Le récent redéploiement de 1000 soldats composés des ex-combattants des Mouvements signataires nouvellement intégrés au sein de l’armée nationale à Kidal, Gao, Tombouctou et Ménaka a été jugé salutaire par la plupart des observateurs du processus de paix au Mali. Mais le dernier rapport du Centre Carter tombe comme un cheveu dans la soupe.
A l’opposé de l’espoir suscité par cet événement, le Carter Center, Observateur indépendant dans la mise en œuvre de l’Accord pour la paix de 2015 au Mali, a fait des révélations plus qu’inquiétantes sur le processus de redéploiement de l’armée nationale reconstituée.
Selon les auteurs de ce dernier rapport, les Parties n’ayant pas encore trouvé d’entente sur la question du commandement des unités intégrées redéployées, celles-ci ne sont toujours pas pleinement opérationnelles.
Pire, le rapport souligne la lenteur du Gouvernement, ainsi que son manque de préparation pour le redéploiement, mais aussi la réticence des commandants des Mouvements à rompre complètement les liens de commandement avec leurs anciens combattants.
Comme si cela ne suffisait, l’Observateur indépendant constate avec inquiétude que le redéploiement des unités intégrées a eu lieu au moment même où la Coordination des mouvements de l’Azawad (CMA) étendait ses opérations sécuritaires et sa présence territoriale dans le nord du Mali.
Par ailleurs, les Parties sont également en désaccord quant à la structure globale et les besoins de l’armée reconstituée.
«Au vu des difficultés observées, auxquelles vient s’ajouter la pandémie de COVID-19, il est peu probable que les Parties atteignent l’objectif fixé par le Conseil de sécurité des Nations unies, consistant à former et redéployer 3000 soldats nouvellement intégrés d’ici juin 2020», conclut le rapport.
Le moins qu’on puisse dire, c’est qu’au-delà des inquiétudes soulignées par le Centre Carter, ces agissements constituent, à n’en pas douter, une violation des dispositions de l’Accord.

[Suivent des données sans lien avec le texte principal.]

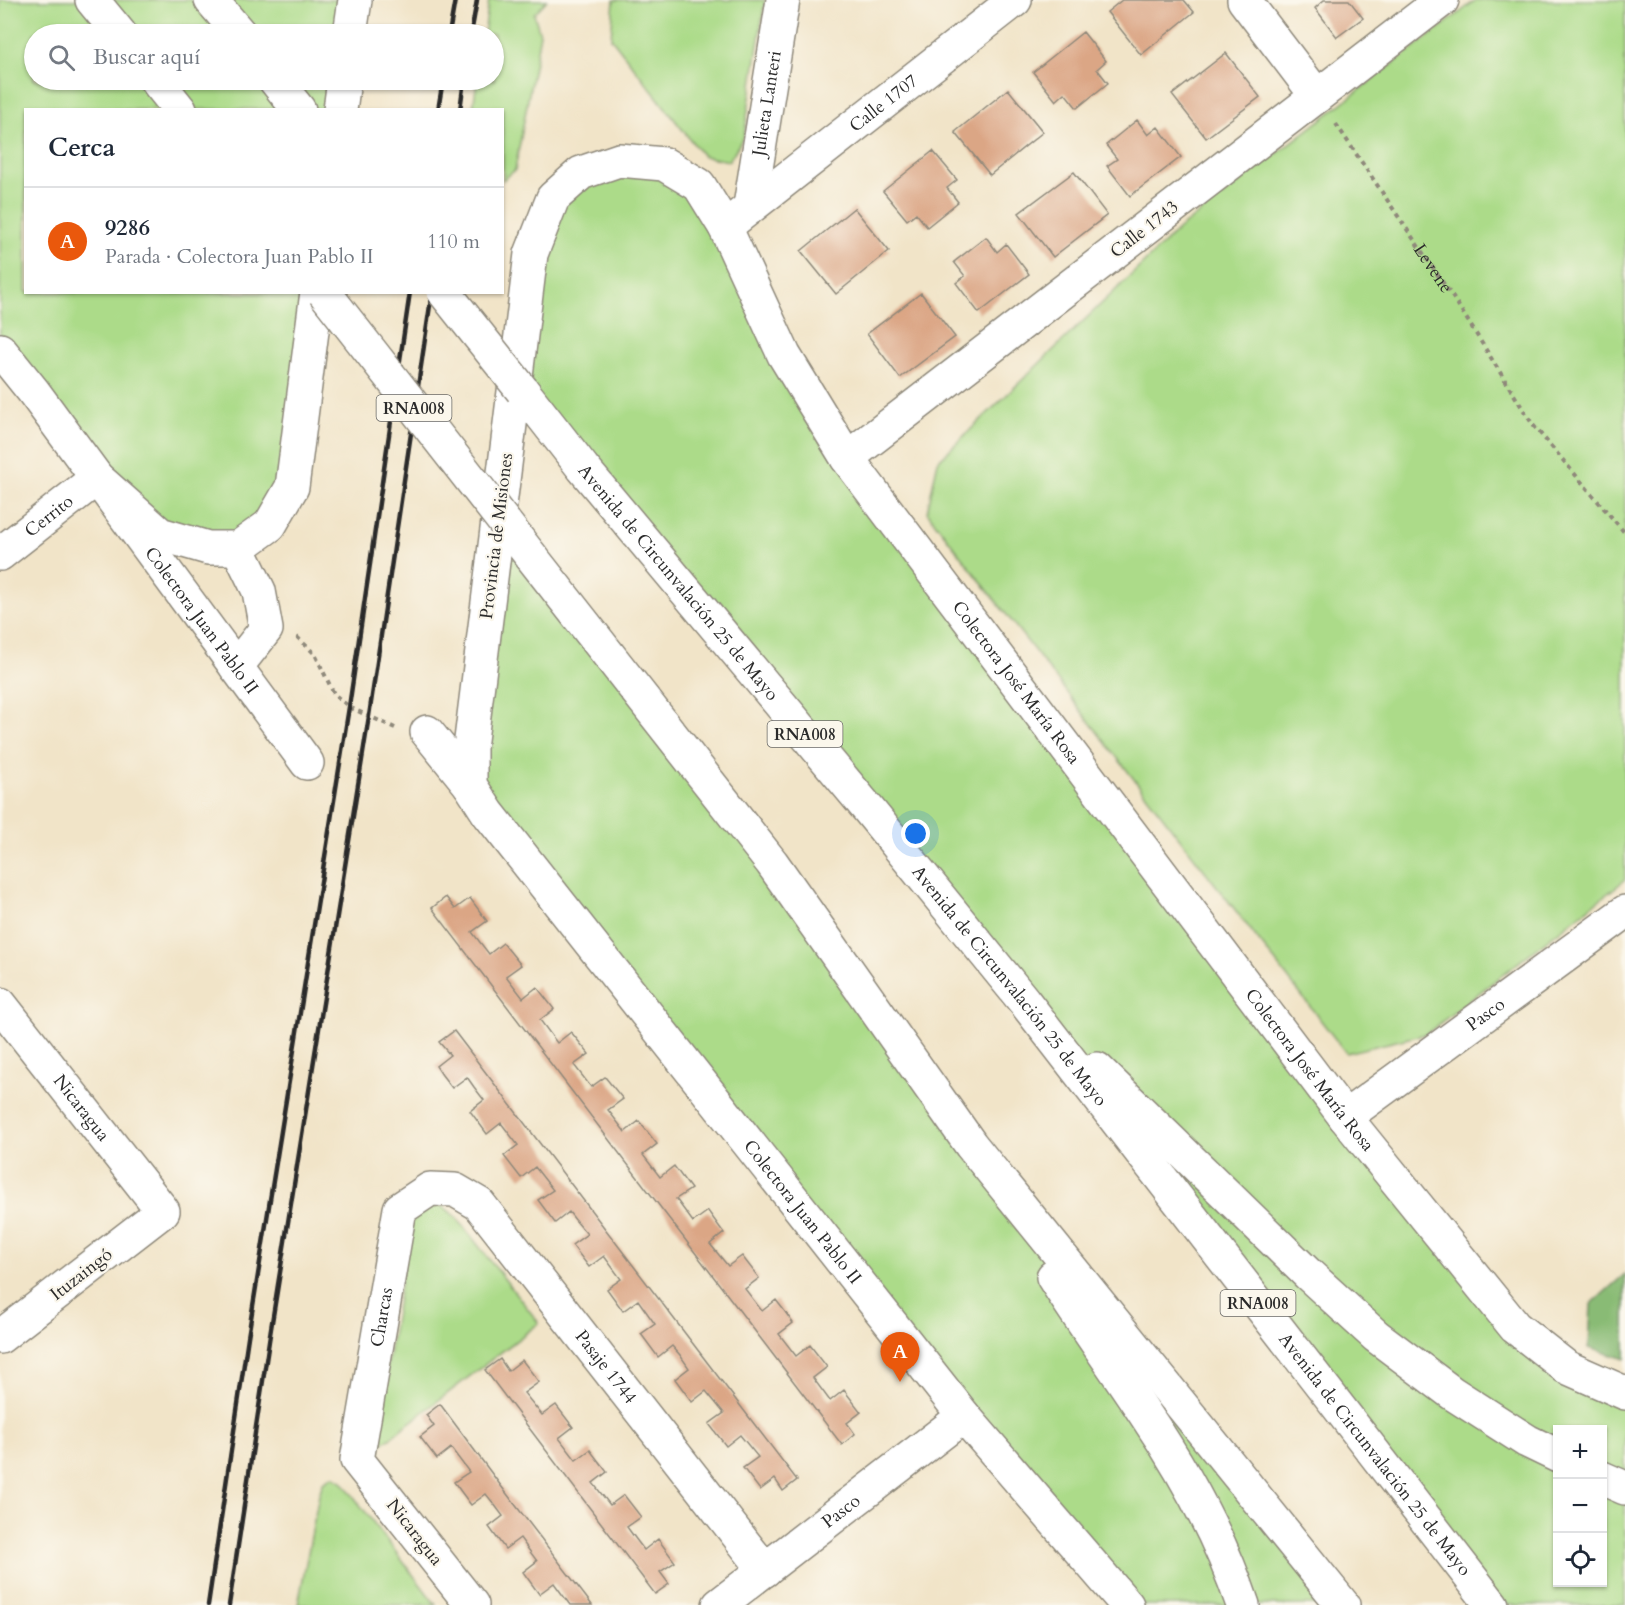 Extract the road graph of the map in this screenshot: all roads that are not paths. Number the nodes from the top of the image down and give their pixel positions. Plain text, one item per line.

Selon l’Article 17 : ‘’les questions de défense et de sécurité ci-après sont régies par les principes suivants : inclusivité et représentation significative de toutes les populations du Mali au sein des forces armées et de sécurité ; Unicité des forces armées et de sécurité du Mali, relevant organiquement et hiérarchiquement de l’Etat central ; Progressivité du redéploiement des forces armées et de sécurité reconstituée du Mali’’.
L’Article 21 renchérit : ‘’les forces armées et de sécurité reconstituées se redéployeront, de manière progressive à compter de la signature de l’Accord, sur l’ensemble des régions du Nord. Ce redéploiement s’effectue sous la conduite du Mécanisme Opérationnel de coordination (MOC), avec l’appui de la MINUSMA».
En tout cas, le présent rapport vient confirmer, si besoin en était, un constat antérieur établi par l’Observateur indépendant de l’application de l’Accord, qui disait dans son rapport annuel de fin de 2019 que l’application de l’Accord se heurte à des points de blocages multiples, parfois mesquins, ou transpirant la mauvaise foi des acteurs.